2. Some systems allow you to do a non-root (i.e., in your home directory, owned by you) install of the software. For example, while the opam binary installed by the above install.sh is put into /usr/local/bin/ by default (requiring sudo access on many systems), there's no reason you can't put it in ~/.local/bin/ or similar, thus never giving the install script or subsequent software any root access at all. This has the advantage of ensuring that root compromise is avoided, though it does make it easier for later software runs to compromise the installed version of the software that you're using.

Answer 3

Submitting an answer to my own question. Not sure if this is the best answer, but I'm hoping other answers will address these points.

curl {something} | sudo bash - on Linux is equally safe as downloading something on Windows and right-clicking run as administrator. One can argue that this is 'reasonably safe', but as a recent xkcd suggests, nobody really knows how bad computer security is these days. In any event, this method is NOT as safe as other installation methods.

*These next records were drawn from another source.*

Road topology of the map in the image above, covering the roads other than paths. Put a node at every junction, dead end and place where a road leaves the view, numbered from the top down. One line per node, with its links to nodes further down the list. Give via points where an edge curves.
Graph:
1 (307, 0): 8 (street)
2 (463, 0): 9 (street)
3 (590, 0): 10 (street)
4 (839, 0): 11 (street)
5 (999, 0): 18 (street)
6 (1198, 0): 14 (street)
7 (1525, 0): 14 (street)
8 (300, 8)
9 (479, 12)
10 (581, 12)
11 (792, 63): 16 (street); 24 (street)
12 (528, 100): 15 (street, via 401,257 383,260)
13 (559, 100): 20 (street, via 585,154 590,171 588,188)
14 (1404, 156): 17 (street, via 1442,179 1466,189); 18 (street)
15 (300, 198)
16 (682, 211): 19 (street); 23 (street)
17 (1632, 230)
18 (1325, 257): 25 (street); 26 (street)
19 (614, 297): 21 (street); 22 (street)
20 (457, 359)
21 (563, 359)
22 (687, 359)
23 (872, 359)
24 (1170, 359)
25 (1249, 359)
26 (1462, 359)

All safer methods include a step to verify the download integrity before installing anything, and there's no good reason to skip this step. Installers like apt have some form of this step built in. The goal is to ensure that what you have downloaded is what the publisher intended. This doesn't guarantee that the software is free of its own vulnerabilities, but it should at least protect against simple attacks that replace the download with malware. The essence is simply to verify the MD5 and SHA256 checksums posted by the software publisher. Some further improvements are possible:

• It's better to get these checksums via a different network path, such as by calling a friend in another country, which would protect against MITM attacks.
• It's better to get the checksums at least a day earlier/later, which would protect in case the publisher's website was briefly taken over but the takeover was stopped within a day.
• It's better to verify the checksums themselves using GPG, which would protect in case the publisher's website was compromised but their GPG private key wasn't.

One side comment: Some sites say you should download the sh script and then inspect it before running it. Unfortunately, this gives a false sense of security unless you vet the script with a practically impossible level of precision. The shell script is probably a few hundred lines, and very tiny changes (such as an obfuscated one-character change to a URL) can convert a shell script into a malware installer.

Answer 4

"Reasonably Safe" depends on your goalposts, but curl | bash is well behind state-of-the-art.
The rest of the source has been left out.